The Debtor must also satisfy the Court that, the government's argument to the contrary notwithstanding, the interest obligations which were deducted in 1995 and 1996 did in fact become fixed in those tax years. There is evidence to support the Debtor's contention that this requirement was satisfied. See id. at ¶¶ 30-32.
In asserting that the interest liability was not fixed, the United States raised a number of arguments. We infer from the position taken by the United States that, apart from these arguments, it does not dispute the Debtor's contention that the interest obligation for Institutional Debt became fixed during the appropriate time frame. And since we have decided that the government's arguments are without merit, see supra section I, it seemingly follows that the Debtor has demonstrated the absence of a genuine issue regarding the fixing of liability.

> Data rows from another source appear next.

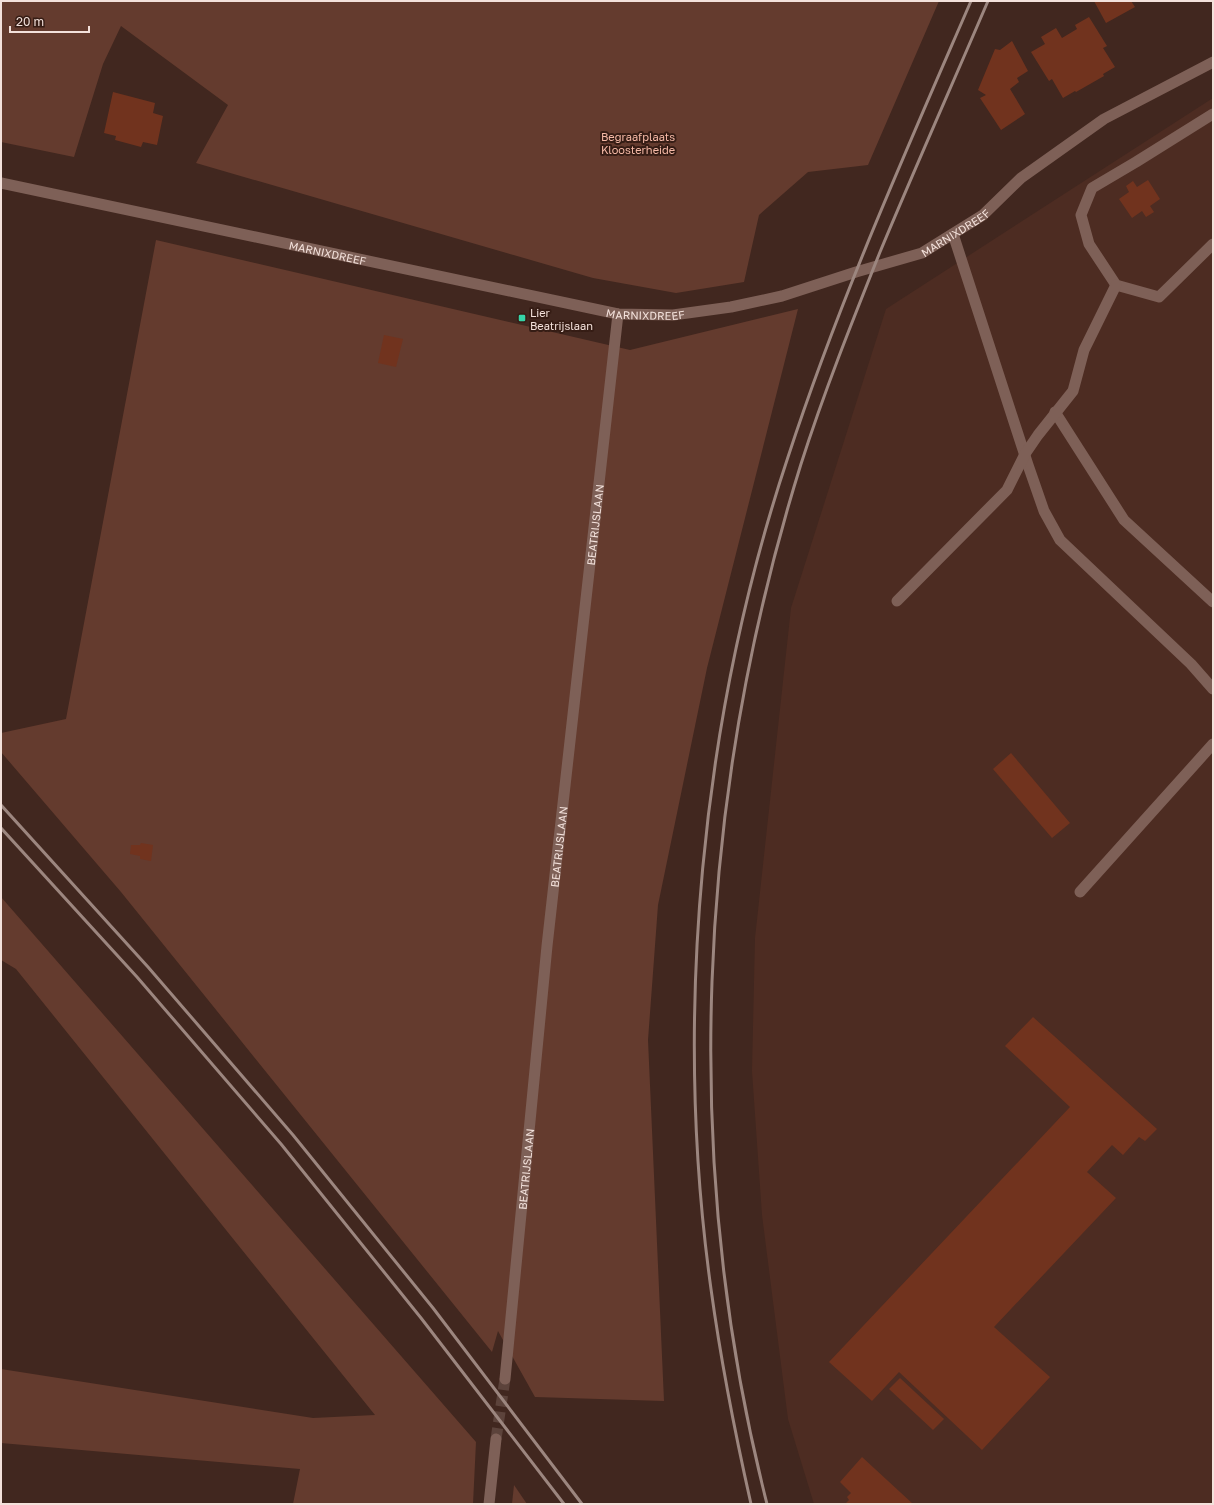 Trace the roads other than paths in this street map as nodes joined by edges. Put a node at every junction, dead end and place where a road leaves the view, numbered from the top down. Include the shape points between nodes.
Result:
1 (1213, 62) edge
2 (1213, 114) edge
3 (1, 183) edge
4 (953, 234) junction
5 (1213, 244) edge
6 (1116, 285) junction
7 (618, 314) junction
8 (1055, 412) junction
9 (1024, 454) junction
10 (897, 601) dead end
11 (1213, 602) edge
12 (1213, 689) edge
13 (1213, 744) edge
14 (1080, 892) dead end
15 (505, 1379) tunnel mouth
16 (496, 1439) tunnel mouth
17 (489, 1504) edge

1 - 4 street, MARNIXDREEF via 1104,119 1022,178 983,216
2 - 6 street via 1092,188 1081,215 1089,244
3 - 7 street, MARNIXDREEF
4 - 7 street, MARNIXDREEF via 922,253 782,296 673,316
4 - 9 street
5 - 6 street via 1159,297
6 - 8 street via 1084,350 1073,391
7 - 15 street, BEATRIJSLAAN via 548,938
8 - 9 street
8 - 11 street via 1124,520
9 - 10 street via 1007,490
9 - 12 street via 1044,511 1060,540 1191,664
13 - 14 street
16 - 17 street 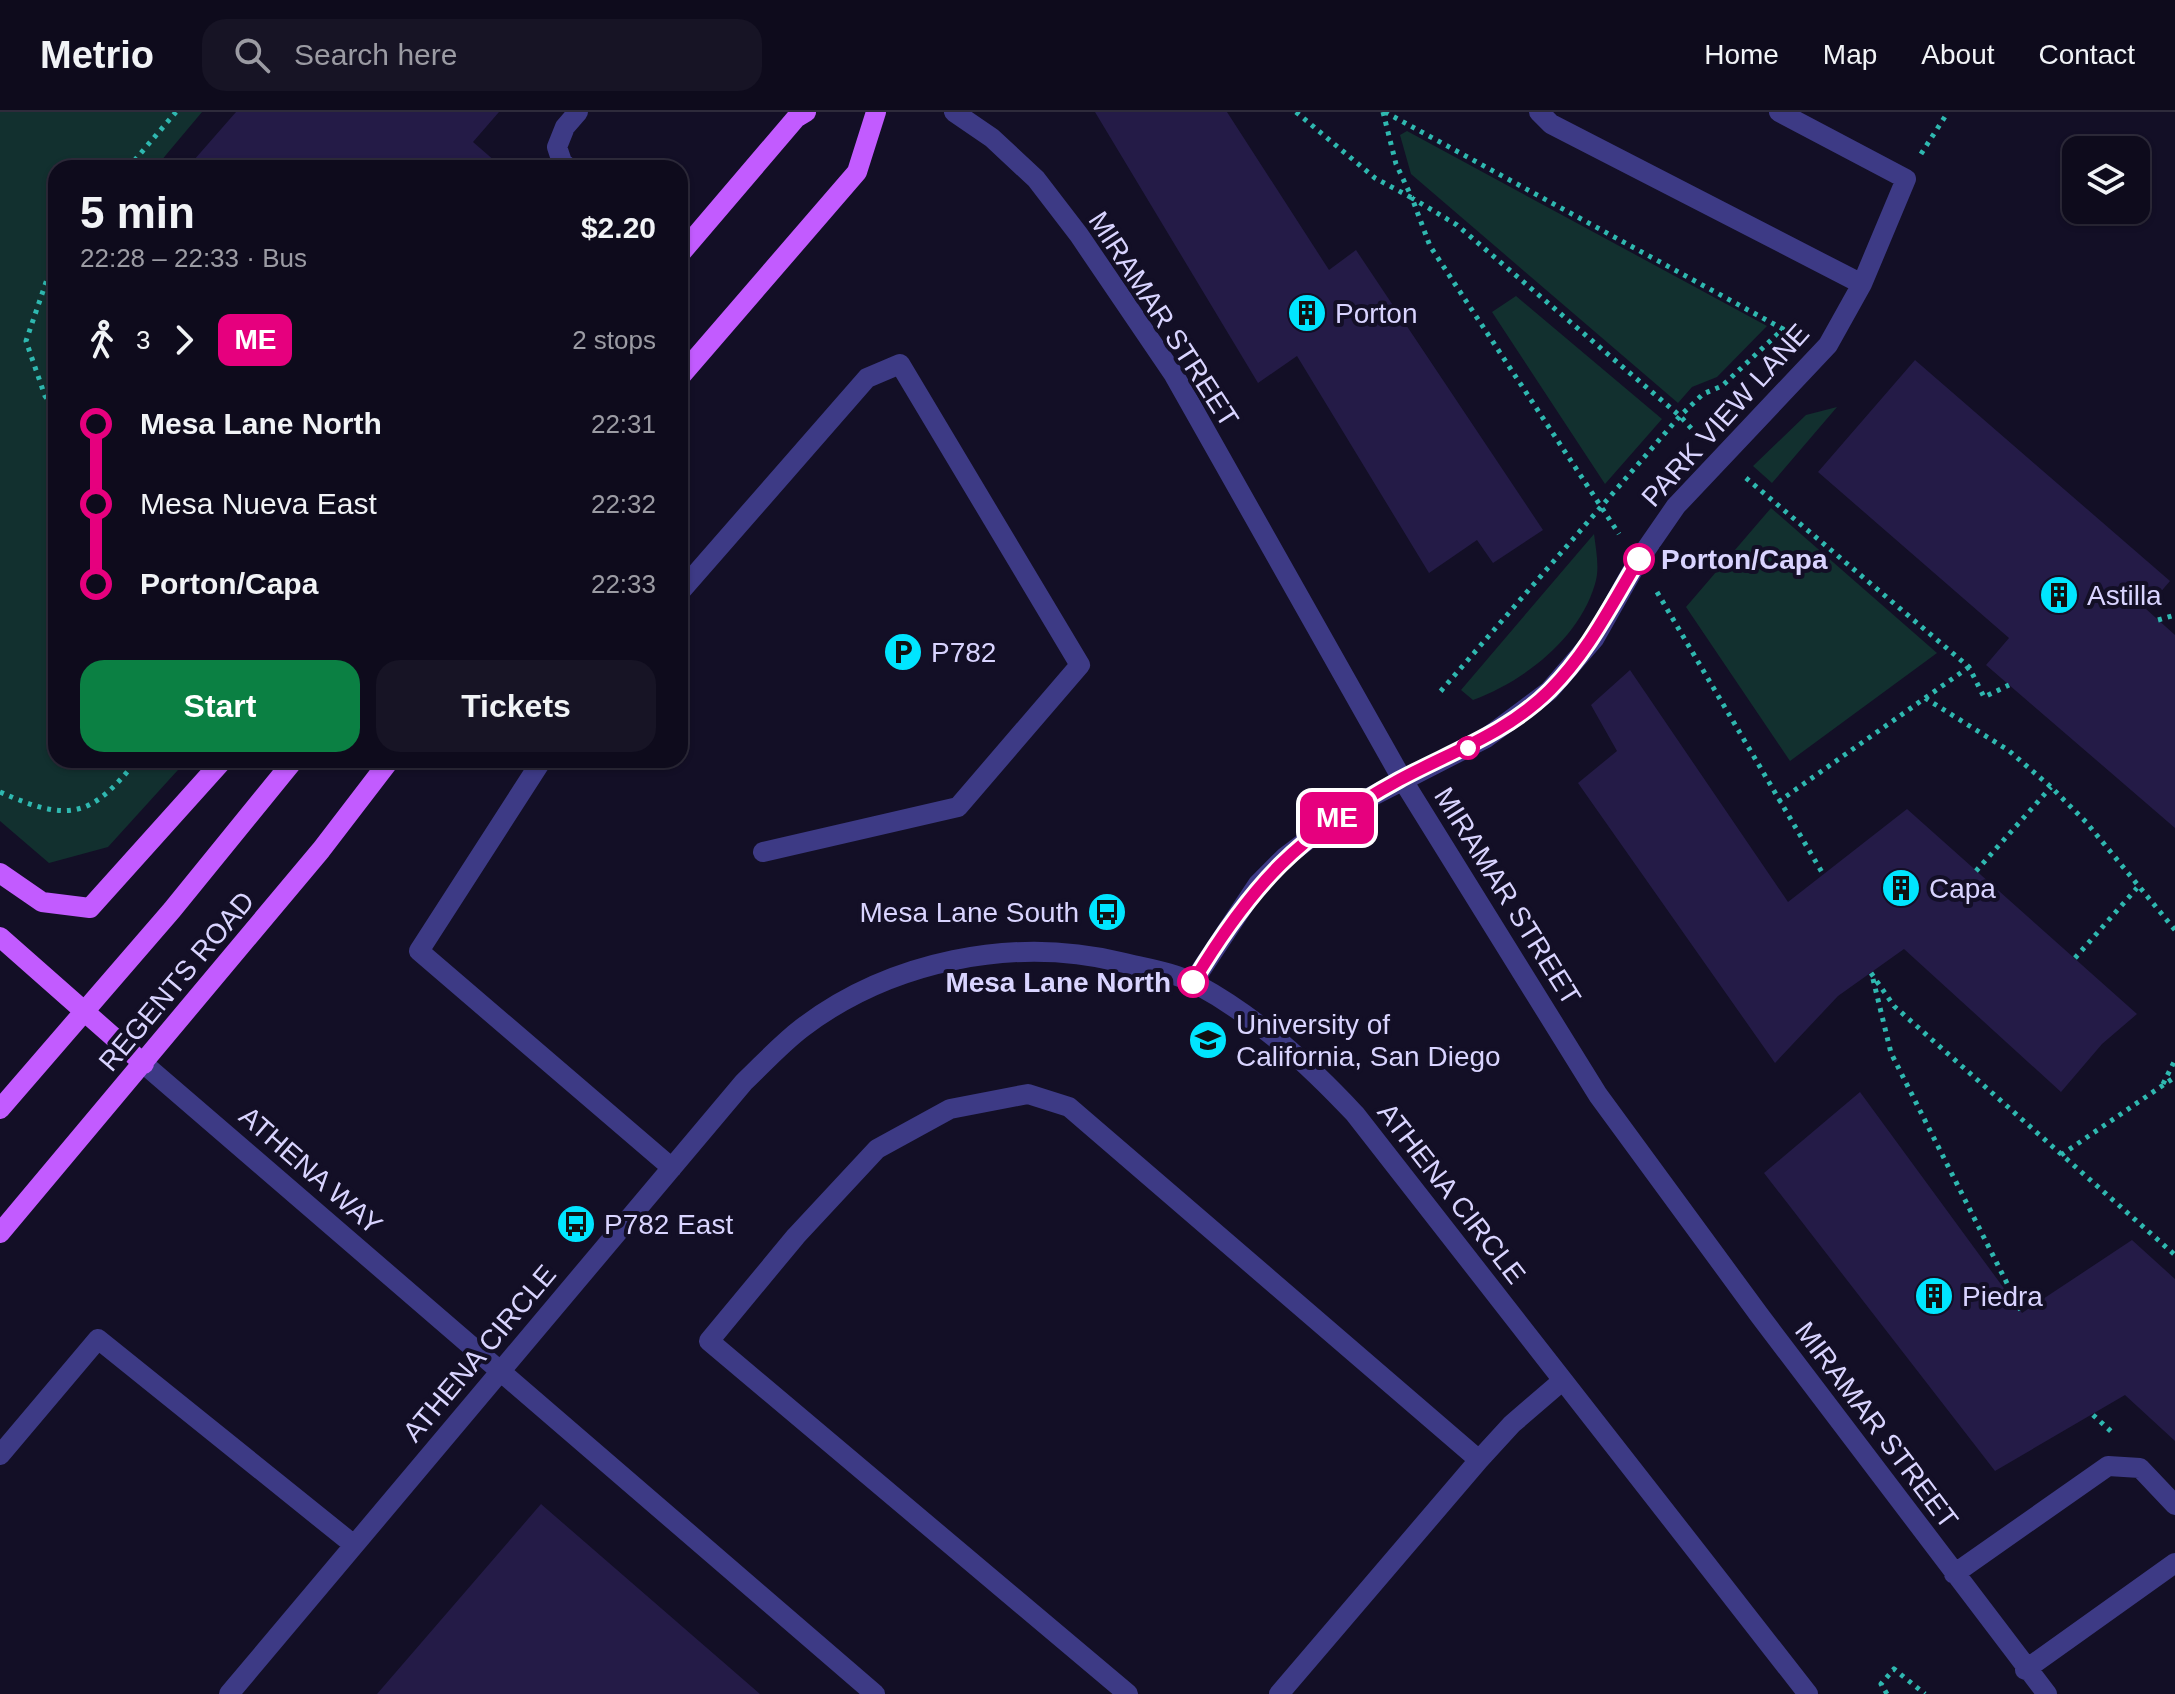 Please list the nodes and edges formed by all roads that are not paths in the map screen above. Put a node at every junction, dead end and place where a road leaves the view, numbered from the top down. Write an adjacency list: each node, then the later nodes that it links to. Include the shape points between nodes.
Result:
1 (578, 112): 7 (street, via 557,147)
2 (806, 112): 8 (main road)
3 (876, 112): 10 (main road, via 857,172)
4 (954, 112): 16 (street, MIRAMAR STREET, via 1036,179 1165,362)
5 (1539, 112): 9 (street, via 1551,124)
6 (1779, 112): 9 (street, PARK VIEW LANE, via 1906,179)
7 (561, 160)
8 (688, 245)
9 (1862, 284): 16 (street, PARK VIEW LANE, via 1828,345 1676,506 1594,639 1549,691 1495,733)
10 (688, 367)
11 (688, 583): 17 (street, via 867,378 900,364 1080,665 958,807)
12 (216, 768): 18 (main road, via 90,908 42,902)
13 (287, 768): 21 (main road, REGENTS ROAD)
14 (384, 768): 22 (main road, REGENTS ROAD)
15 (537, 768): 24 (street, via 419,951)
16 (1402, 779): 20 (street, PARK VIEW LANE, via 1349,809 1285,857 1258,884); 33 (street, MIRAMAR STREET, via 1598,1095)
17 (763, 852)
18 (0, 873)
19 (0, 937): 21 (main road, ATHENA WAY)
20 (1193, 982): 24 (street, ATHENA CIRCLE, via 1079,954 961,957 917,969 880,983 803,1027 744,1082); 27 (street, ATHENA CIRCLE, via 1303,1059 1355,1114)
21 (84, 1012): 22 (main road, ATHENA WAY); 23 (main road, REGENTS ROAD)
22 (144, 1064): 25 (main road, REGENTS ROAD); 26 (street, ATHENA WAY)
23 (0, 1109)
24 (672, 1168): 26 (street, ATHENA CIRCLE)
25 (0, 1233)
26 (502, 1370): 31 (street, ATHENA CIRCLE); 36 (street, ATHENA WAY)
27 (1562, 1381): 29 (street); 39 (street, ATHENA CIRCLE)
28 (0, 1455): 31 (street, via 98,1339)
29 (1479, 1460): 37 (street, via 1069,1107 1028,1094 950,1109 877,1149 709,1341); 38 (street)
30 (2175, 1505): 33 (street, via 2140,1468 2108,1466)
31 (354, 1545): 35 (street, ATHENA CIRCLE)
32 (2175, 1563): 34 (street)
33 (1954, 1574): 34 (street, MIRAMAR STREET)
34 (2025, 1670): 40 (street, MIRAMAR STREET)
35 (229, 1694)
36 (875, 1694)
37 (1128, 1694)
38 (1279, 1694)
39 (1808, 1694)
40 (2047, 1694)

There is, however, a loose end which must be addressed. As indicated supra p. 413, there is evidence that in the 1995 and 1996 tax years, the Debtor did not believe it was liable for postpetition interest at the contract rate. For purposes of considering the Debtor's motion, we must assume that such was in fact the case. See Dews, 231 F.3d at 1020 (quoted supra p. 413). It, therefore, was incumbent upon the Debtor to persuade the Court that this subjective belief is irrelevant to the question of whether a liability is disputed. See F.R.Civ.P. 56(c) (Summary judgment requires a determination that the movant is entitled to such relief "as a matter of law."). Because the Debtor made no attempt to do so, its motion will be denied insofar as it seeks a determination that the interest on Institutional Debt is fully deductible.
The government, however, pointed to no evidence suggesting that the Debtor ever took the position that the holders of Institutional Debt were entitled to postpetition interest at less than the federal judgment rate of 6.28%. Thus there is no basis for inferring that the Debtor disputed its liability to that extent. Accordingly, the Debtor's motion will be granted in part.
Summary
The United States is entitled to summary judgment on the question of whether it properly disallowed the interest deductions for Trade Debt. The Debtor is entitled to summary judgment on the question of whether it properly deducted interest liability on the Institutional Debt, but only to the extent such deductions reflect an interest rate of 6.28%. In all other respects, both parties' motions will be denied.